Work to complete.
When you reproduce these records, keep every word exactly and drop the images.

(Collected data entries)
= = = = =

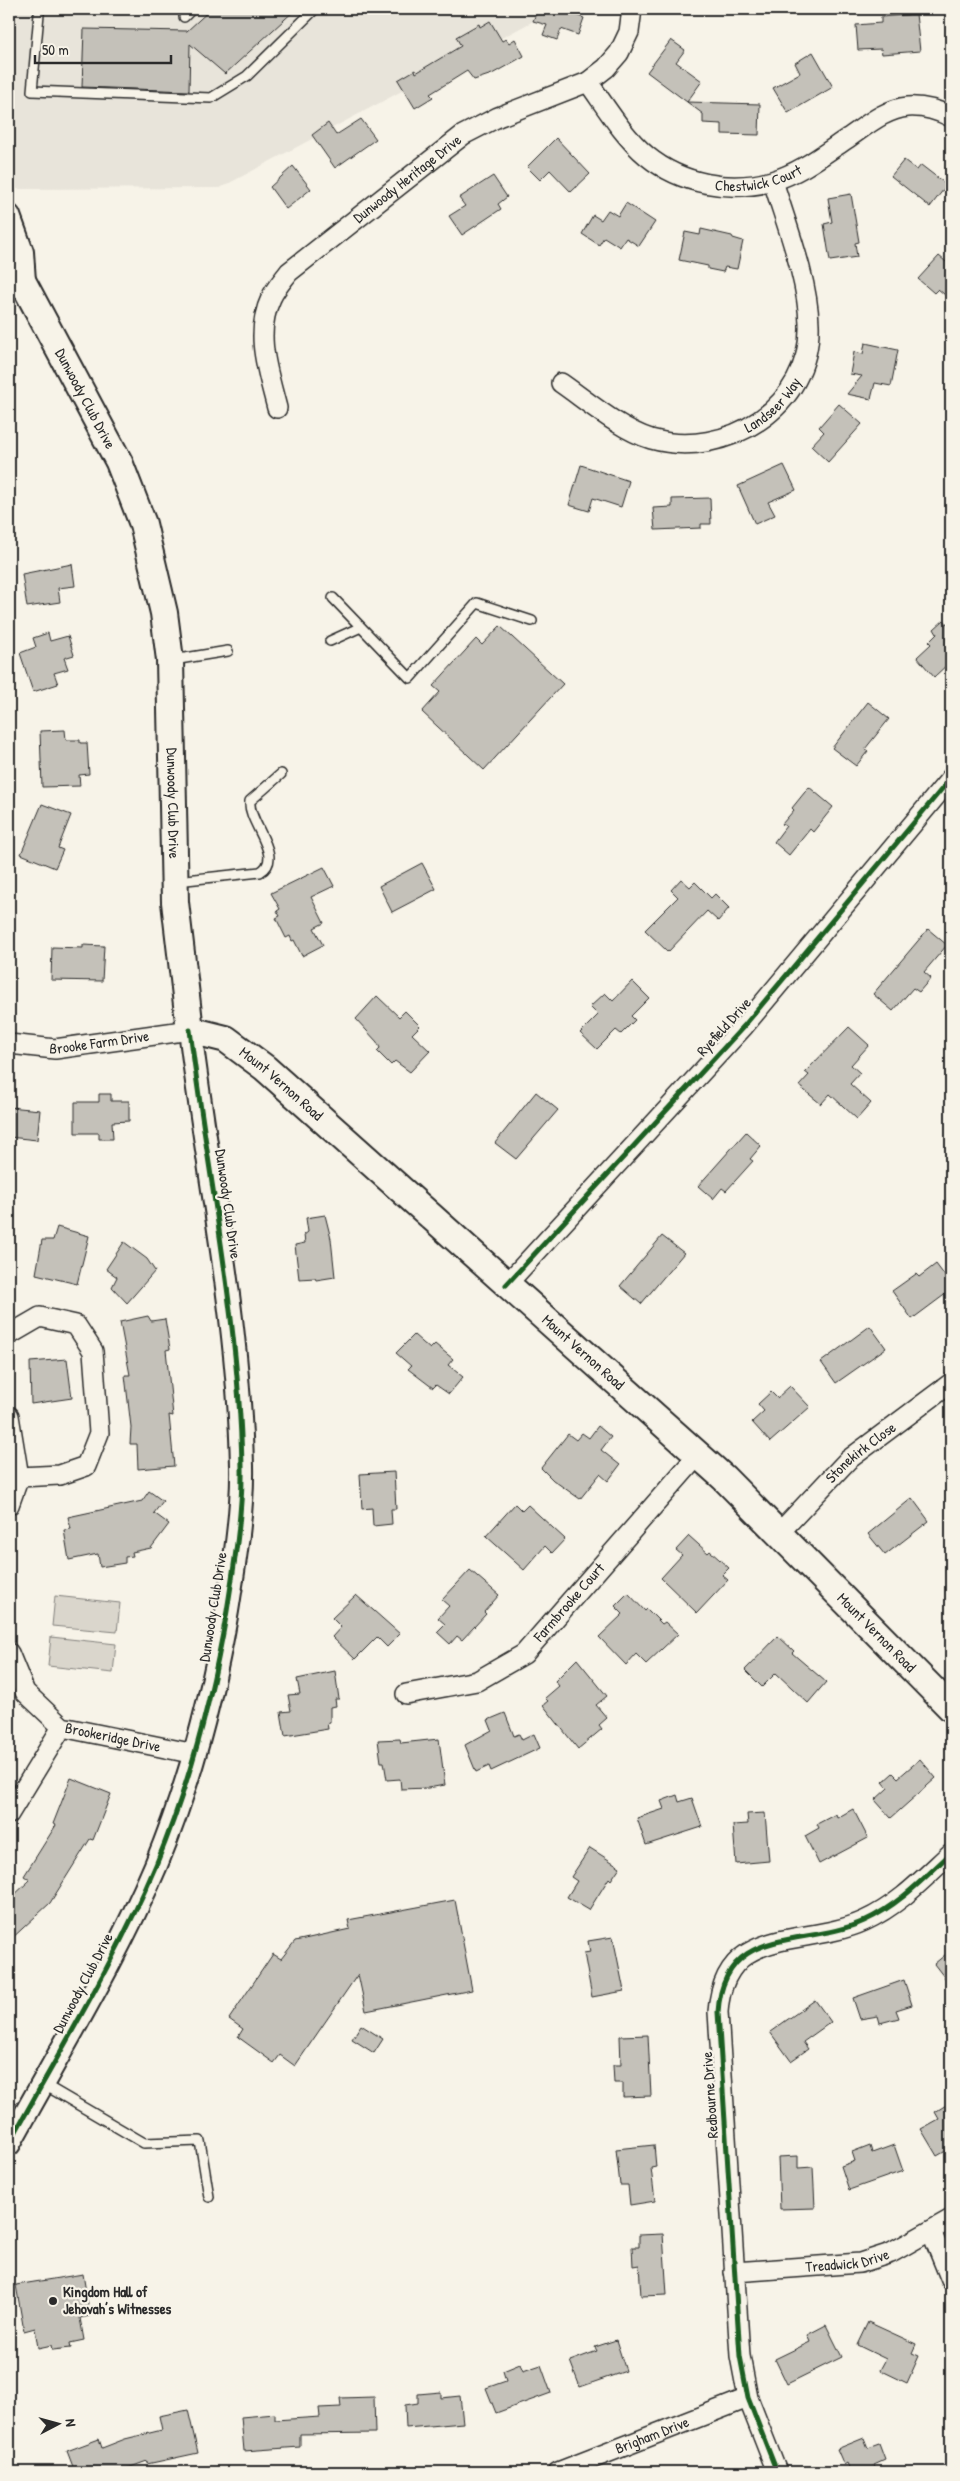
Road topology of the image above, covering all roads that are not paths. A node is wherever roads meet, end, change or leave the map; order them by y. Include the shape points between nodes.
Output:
1 (192, 9) edge
2 (315, 9) edge
3 (632, 9) edge
4 (39, 14) dead end
5 (184, 17) dead end
6 (588, 82) junction
7 (951, 117) edge
8 (773, 181) junction
9 (9, 216) edge
10 (9, 256) edge
11 (24, 282) junction
12 (561, 383) dead end
13 (277, 408) dead end
14 (332, 598) dead end
15 (532, 621) dead end
16 (361, 627) junction
17 (330, 641) dead end
18 (228, 651) dead end
19 (170, 660) junction
20 (281, 774) dead end
21 (951, 778) edge
22 (174, 882) junction
23 (190, 1030) junction
24 (9, 1044) edge
25 (506, 1285) junction
26 (9, 1335) edge
27 (951, 1383) edge
28 (9, 1416) edge
29 (698, 1455) junction
30 (19, 1477) junction
31 (9, 1505) edge
32 (779, 1533) junction
33 (9, 1653) edge
34 (406, 1694) dead end
35 (951, 1708) edge
36 (62, 1727) junction
37 (195, 1754) junction
38 (9, 1814) edge
39 (951, 1853) edge
40 (43, 2084) junction
41 (9, 2144) edge
42 (209, 2197) dead end
43 (951, 2219) edge
44 (931, 2231) junction
45 (734, 2272) junction
46 (951, 2280) edge
47 (748, 2398) junction
48 (558, 2472) edge
49 (777, 2472) edge

1 - 5 lane
2 - 4 lane via 247,76 211,98 32,91
3 - 6 street, Dunwoody Heritage Drive via 628,32 619,53
6 - 8 street, Chestwick Court via 630,140 667,170 694,181 720,186
6 - 13 street, Dunwoody Heritage Drive via 498,117 464,135 289,272 271,298 262,328 264,356
7 - 8 street, Chestwick Court via 933,108 907,107 885,113 804,167
8 - 12 street, Landseer Way via 806,293 809,325 807,348 800,370 788,392 771,412 751,427 724,439 672,444 629,430
9 - 11 street via 22,252
10 - 11 main road, Dunwoody Club Drive
11 - 19 main road, Dunwoody Club Drive via 119,462 143,524 164,613
14 - 16 lane
15 - 16 lane via 477,603 410,678
16 - 17 lane
18 - 19 lane
19 - 22 main road, Dunwoody Club Drive
20 - 22 lane via 250,801 251,814 268,848 266,869
21 - 25 street, Ryefield Drive via 744,1026
22 - 23 main road, Dunwoody Club Drive
23 - 24 street, Brooke Farm Drive via 55,1049
23 - 25 main road, Mount Vernon Road via 226,1039 265,1068
23 - 37 street, Dunwoody Club Drive via 217,1206 236,1367 242,1470 233,1574 217,1669
25 - 29 main road, Mount Vernon Road
26 - 30 street via 40,1317 76,1325 93,1351 99,1433 86,1466 60,1475
27 - 32 street, Stonekirk Close via 848,1460
28 - 30 street
29 - 32 main road, Mount Vernon Road
29 - 34 street, Farmbrooke Court via 524,1654 477,1681
30 - 31 street
32 - 35 main road, Mount Vernon Road
33 - 36 street, Brookeridge Drive via 26,1692
36 - 37 street, Brookeridge Drive
36 - 38 street
37 - 40 street, Dunwoody Club Drive via 155,1867
39 - 45 street, Redbourne Drive via 888,1909 841,1930 758,1946 737,1960 726,1976 719,1993 718,2012
40 - 41 street, Dunwoody Club Drive
40 - 42 lane via 144,2143 200,2141
43 - 44 street, Treadwick Drive
44 - 45 street, Treadwick Drive via 891,2253 860,2263
44 - 46 street
45 - 47 street, Redbourne Drive via 740,2356
47 - 48 street, Brigham Drive
47 - 49 street, Redbourne Drive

= = = = =

Written answer.
Road topology of the image above, covering all roads that are not paths. A node is wherever roads meet, end, change or leave the map; order them by y. Include the shape points between nodes.
Output:
1 (192, 9) edge
2 (315, 9) edge
3 (632, 9) edge
4 (39, 14) dead end
5 (184, 17) dead end
6 (588, 82) junction
7 (951, 117) edge
8 (773, 181) junction
9 (9, 216) edge
10 (9, 256) edge
11 (24, 282) junction
12 (561, 383) dead end
13 (277, 408) dead end
14 (332, 598) dead end
15 (532, 621) dead end
16 (361, 627) junction
17 (330, 641) dead end
18 (228, 651) dead end
19 (170, 660) junction
20 (281, 774) dead end
21 (951, 778) edge
22 (174, 882) junction
23 (190, 1030) junction
24 (9, 1044) edge
25 (506, 1285) junction
26 (9, 1335) edge
27 (951, 1383) edge
28 (9, 1416) edge
29 (698, 1455) junction
30 (19, 1477) junction
31 (9, 1505) edge
32 (779, 1533) junction
33 (9, 1653) edge
34 (406, 1694) dead end
35 (951, 1708) edge
36 (62, 1727) junction
37 (195, 1754) junction
38 (9, 1814) edge
39 (951, 1853) edge
40 (43, 2084) junction
41 (9, 2144) edge
42 (209, 2197) dead end
43 (951, 2219) edge
44 (931, 2231) junction
45 (734, 2272) junction
46 (951, 2280) edge
47 (748, 2398) junction
48 (558, 2472) edge
49 (777, 2472) edge

1 - 5 lane
2 - 4 lane via 247,76 211,98 32,91
3 - 6 street, Dunwoody Heritage Drive via 628,32 619,53
6 - 8 street, Chestwick Court via 630,140 667,170 694,181 720,186
6 - 13 street, Dunwoody Heritage Drive via 498,117 464,135 289,272 271,298 262,328 264,356
7 - 8 street, Chestwick Court via 933,108 907,107 885,113 804,167
8 - 12 street, Landseer Way via 806,293 809,325 807,348 800,370 788,392 771,412 751,427 724,439 672,444 629,430
9 - 11 street via 22,252
10 - 11 main road, Dunwoody Club Drive
11 - 19 main road, Dunwoody Club Drive via 119,462 143,524 164,613
14 - 16 lane
15 - 16 lane via 477,603 410,678
16 - 17 lane
18 - 19 lane
19 - 22 main road, Dunwoody Club Drive
20 - 22 lane via 250,801 251,814 268,848 266,869
21 - 25 street, Ryefield Drive via 744,1026
22 - 23 main road, Dunwoody Club Drive
23 - 24 street, Brooke Farm Drive via 55,1049
23 - 25 main road, Mount Vernon Road via 226,1039 265,1068
23 - 37 street, Dunwoody Club Drive via 217,1206 236,1367 242,1470 233,1574 217,1669
25 - 29 main road, Mount Vernon Road
26 - 30 street via 40,1317 76,1325 93,1351 99,1433 86,1466 60,1475
27 - 32 street, Stonekirk Close via 848,1460
28 - 30 street
29 - 32 main road, Mount Vernon Road
29 - 34 street, Farmbrooke Court via 524,1654 477,1681
30 - 31 street
32 - 35 main road, Mount Vernon Road
33 - 36 street, Brookeridge Drive via 26,1692
36 - 37 street, Brookeridge Drive
36 - 38 street
37 - 40 street, Dunwoody Club Drive via 155,1867
39 - 45 street, Redbourne Drive via 888,1909 841,1930 758,1946 737,1960 726,1976 719,1993 718,2012
40 - 41 street, Dunwoody Club Drive
40 - 42 lane via 144,2143 200,2141
43 - 44 street, Treadwick Drive
44 - 45 street, Treadwick Drive via 891,2253 860,2263
44 - 46 street
45 - 47 street, Redbourne Drive via 740,2356
47 - 48 street, Brigham Drive
47 - 49 street, Redbourne Drive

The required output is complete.